__Prompt__:
Where does the string "lane" occur in the entries below? Copy every line where it does.

Stored items
[Start of section]
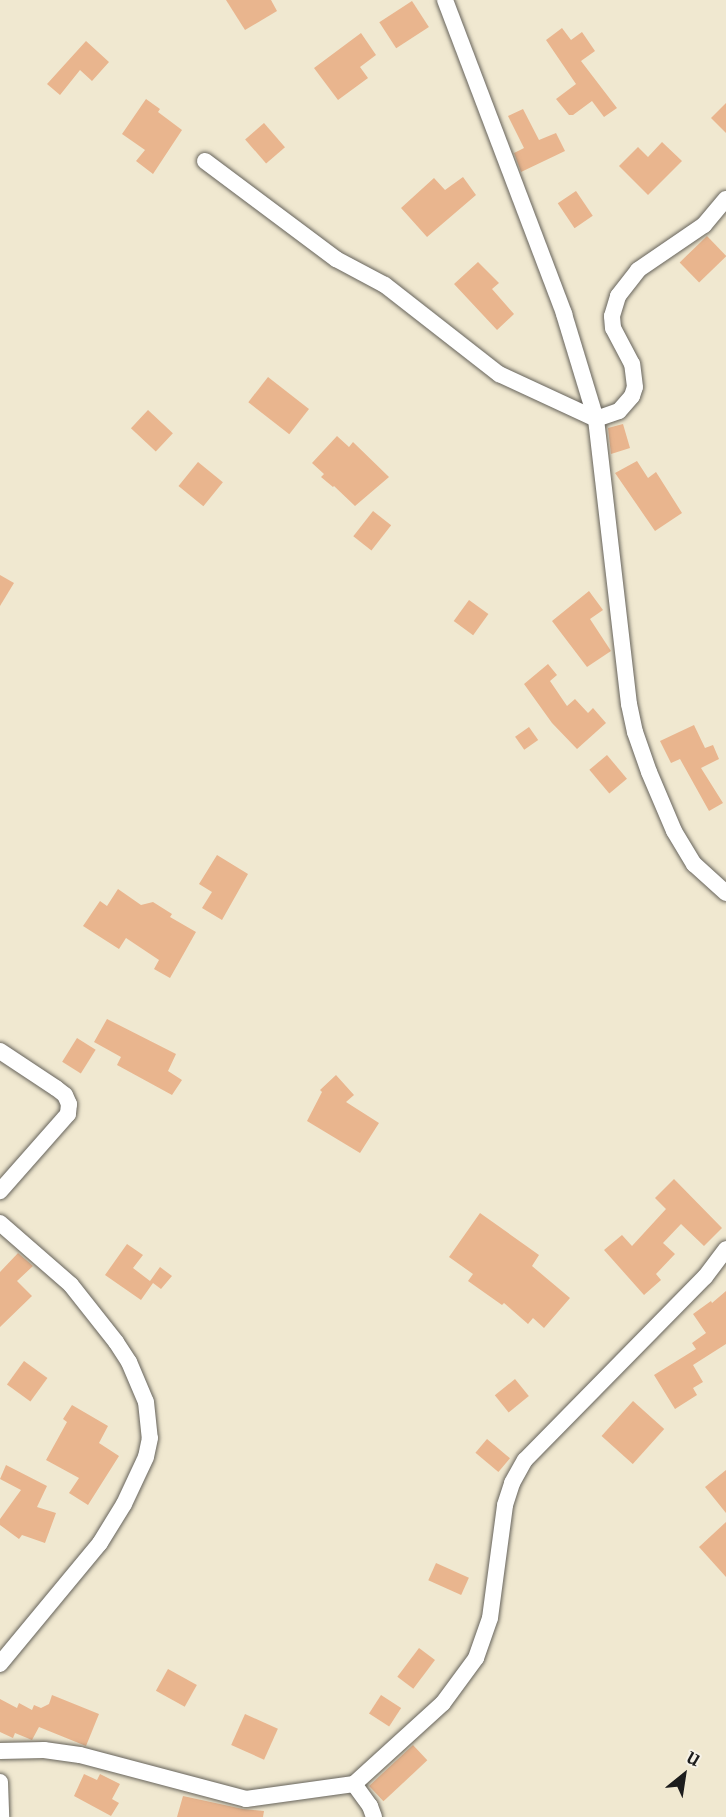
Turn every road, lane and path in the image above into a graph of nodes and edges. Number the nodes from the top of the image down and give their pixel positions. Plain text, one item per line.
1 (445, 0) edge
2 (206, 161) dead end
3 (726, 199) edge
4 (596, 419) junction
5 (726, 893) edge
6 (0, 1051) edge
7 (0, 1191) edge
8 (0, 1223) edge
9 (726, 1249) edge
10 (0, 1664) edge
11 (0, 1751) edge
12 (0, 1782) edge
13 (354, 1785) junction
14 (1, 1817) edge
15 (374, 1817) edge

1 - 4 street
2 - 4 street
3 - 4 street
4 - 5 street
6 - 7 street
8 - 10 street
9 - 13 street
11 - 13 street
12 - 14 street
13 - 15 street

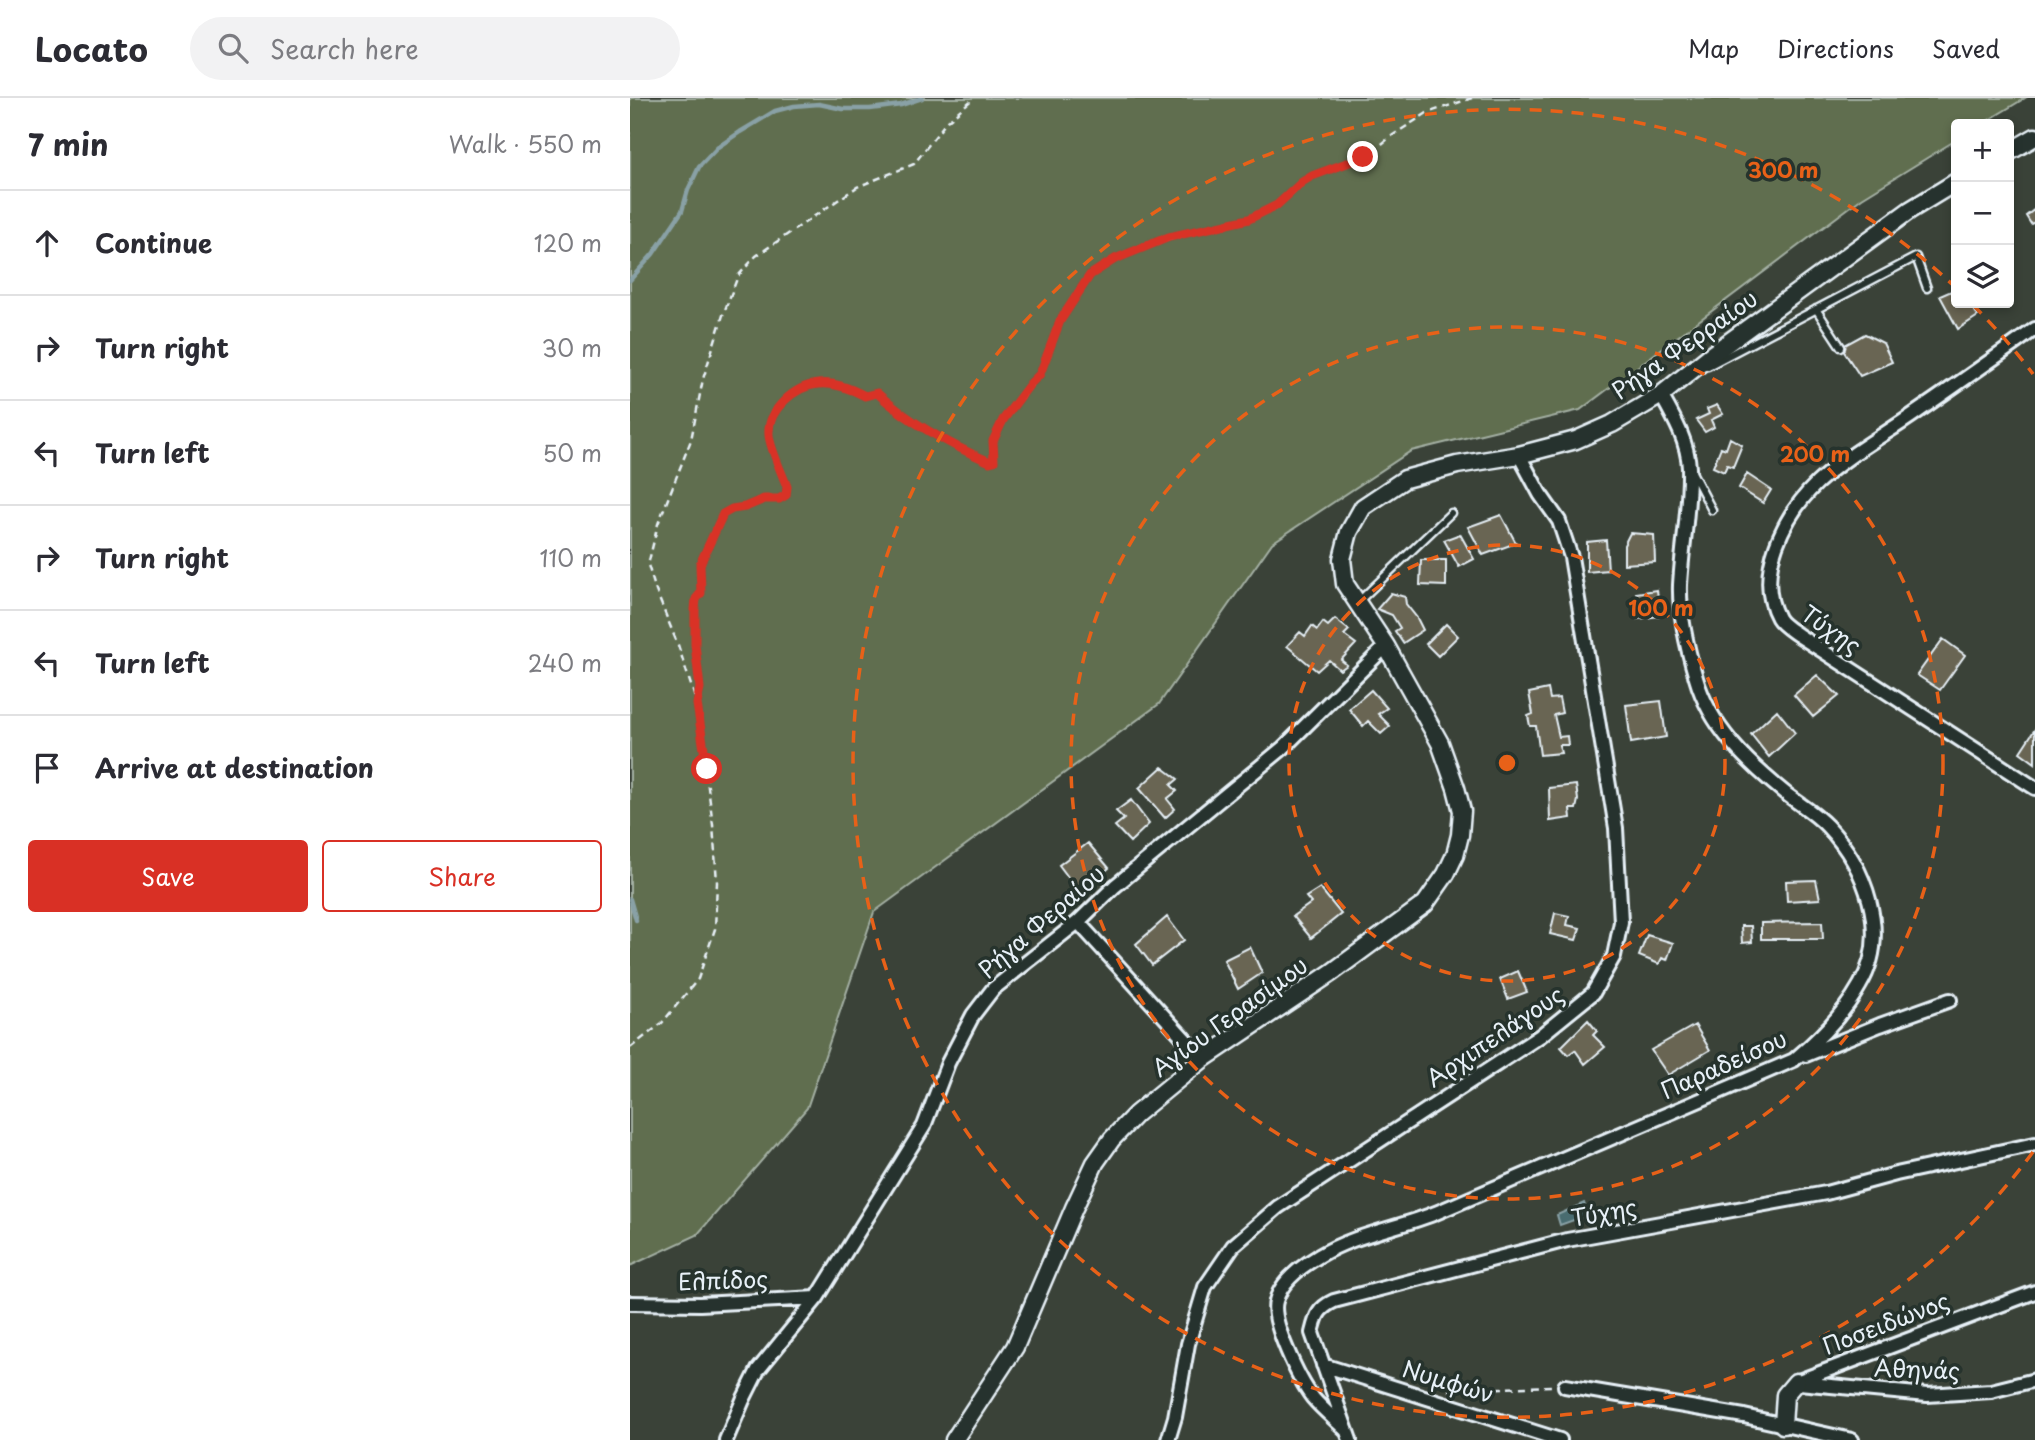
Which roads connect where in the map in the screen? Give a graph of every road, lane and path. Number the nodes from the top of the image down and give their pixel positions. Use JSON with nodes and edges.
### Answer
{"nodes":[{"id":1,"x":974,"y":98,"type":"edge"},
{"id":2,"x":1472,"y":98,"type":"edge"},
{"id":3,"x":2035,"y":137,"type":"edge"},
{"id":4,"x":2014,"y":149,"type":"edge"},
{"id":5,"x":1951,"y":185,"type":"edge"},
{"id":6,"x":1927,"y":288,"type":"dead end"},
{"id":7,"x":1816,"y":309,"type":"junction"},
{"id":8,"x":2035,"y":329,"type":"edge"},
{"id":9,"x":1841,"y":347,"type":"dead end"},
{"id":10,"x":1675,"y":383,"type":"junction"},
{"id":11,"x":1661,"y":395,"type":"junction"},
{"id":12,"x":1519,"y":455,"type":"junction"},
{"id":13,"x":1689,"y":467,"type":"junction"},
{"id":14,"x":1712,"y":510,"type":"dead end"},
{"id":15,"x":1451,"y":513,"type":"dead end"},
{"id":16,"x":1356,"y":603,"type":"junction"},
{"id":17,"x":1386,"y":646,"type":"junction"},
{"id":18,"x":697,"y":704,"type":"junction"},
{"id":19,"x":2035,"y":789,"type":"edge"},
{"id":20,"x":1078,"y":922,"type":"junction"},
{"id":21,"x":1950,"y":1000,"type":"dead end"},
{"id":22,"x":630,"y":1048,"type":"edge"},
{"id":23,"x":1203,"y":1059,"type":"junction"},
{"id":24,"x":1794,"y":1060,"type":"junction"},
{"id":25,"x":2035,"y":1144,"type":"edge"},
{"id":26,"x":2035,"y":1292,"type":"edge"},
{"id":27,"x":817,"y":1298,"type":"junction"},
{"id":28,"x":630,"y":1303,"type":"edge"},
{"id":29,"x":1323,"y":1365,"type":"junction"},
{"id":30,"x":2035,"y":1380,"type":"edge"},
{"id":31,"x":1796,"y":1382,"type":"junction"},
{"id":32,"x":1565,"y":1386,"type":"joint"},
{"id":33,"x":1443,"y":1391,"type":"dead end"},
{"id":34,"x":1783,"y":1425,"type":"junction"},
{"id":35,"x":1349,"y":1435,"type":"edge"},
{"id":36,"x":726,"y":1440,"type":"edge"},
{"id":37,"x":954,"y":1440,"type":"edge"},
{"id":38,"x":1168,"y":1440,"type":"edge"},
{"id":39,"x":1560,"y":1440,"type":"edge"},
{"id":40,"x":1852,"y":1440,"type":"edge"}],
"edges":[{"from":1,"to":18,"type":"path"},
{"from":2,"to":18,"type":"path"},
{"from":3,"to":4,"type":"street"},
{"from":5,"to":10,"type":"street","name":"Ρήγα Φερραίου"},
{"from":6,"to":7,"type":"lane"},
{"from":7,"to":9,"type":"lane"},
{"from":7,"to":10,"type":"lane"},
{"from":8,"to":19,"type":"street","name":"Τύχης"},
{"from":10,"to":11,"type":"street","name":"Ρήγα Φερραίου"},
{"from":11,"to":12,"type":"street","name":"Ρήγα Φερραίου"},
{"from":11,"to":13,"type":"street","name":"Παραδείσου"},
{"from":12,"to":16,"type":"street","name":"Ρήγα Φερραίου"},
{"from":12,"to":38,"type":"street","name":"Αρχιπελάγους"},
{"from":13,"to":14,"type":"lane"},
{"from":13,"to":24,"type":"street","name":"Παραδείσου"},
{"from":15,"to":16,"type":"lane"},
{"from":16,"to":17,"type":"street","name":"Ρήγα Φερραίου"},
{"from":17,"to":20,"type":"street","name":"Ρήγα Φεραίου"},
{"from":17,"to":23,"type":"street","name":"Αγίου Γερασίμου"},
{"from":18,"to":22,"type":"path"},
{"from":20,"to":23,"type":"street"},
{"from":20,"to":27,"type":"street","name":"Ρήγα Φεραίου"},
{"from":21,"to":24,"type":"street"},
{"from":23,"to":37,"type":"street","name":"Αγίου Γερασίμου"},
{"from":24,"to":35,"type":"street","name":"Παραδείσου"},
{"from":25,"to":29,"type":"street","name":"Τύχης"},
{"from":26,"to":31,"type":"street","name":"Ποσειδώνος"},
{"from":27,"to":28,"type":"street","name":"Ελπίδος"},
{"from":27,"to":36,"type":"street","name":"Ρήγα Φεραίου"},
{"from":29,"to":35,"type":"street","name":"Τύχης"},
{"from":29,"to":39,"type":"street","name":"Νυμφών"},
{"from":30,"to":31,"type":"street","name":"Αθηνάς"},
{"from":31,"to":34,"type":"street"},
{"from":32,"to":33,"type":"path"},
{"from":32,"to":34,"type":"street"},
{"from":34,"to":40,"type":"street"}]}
[End of section]
__Task result__:
Turn every road, lane and path in the image above into a graph of nodes and edges. Number the nodes from the top of the image down and give their pixel positions. Plain text, one item per line.
Which roads connect where in the map in the screen? Give a graph of every road, lane and path. Number the nodes from the top of the image down and give their pixel positions. Use JSON with nodes and edges.
{"from":6,"to":7,"type":"lane"},
{"from":7,"to":9,"type":"lane"},
{"from":7,"to":10,"type":"lane"},
{"from":13,"to":14,"type":"lane"},
{"from":15,"to":16,"type":"lane"},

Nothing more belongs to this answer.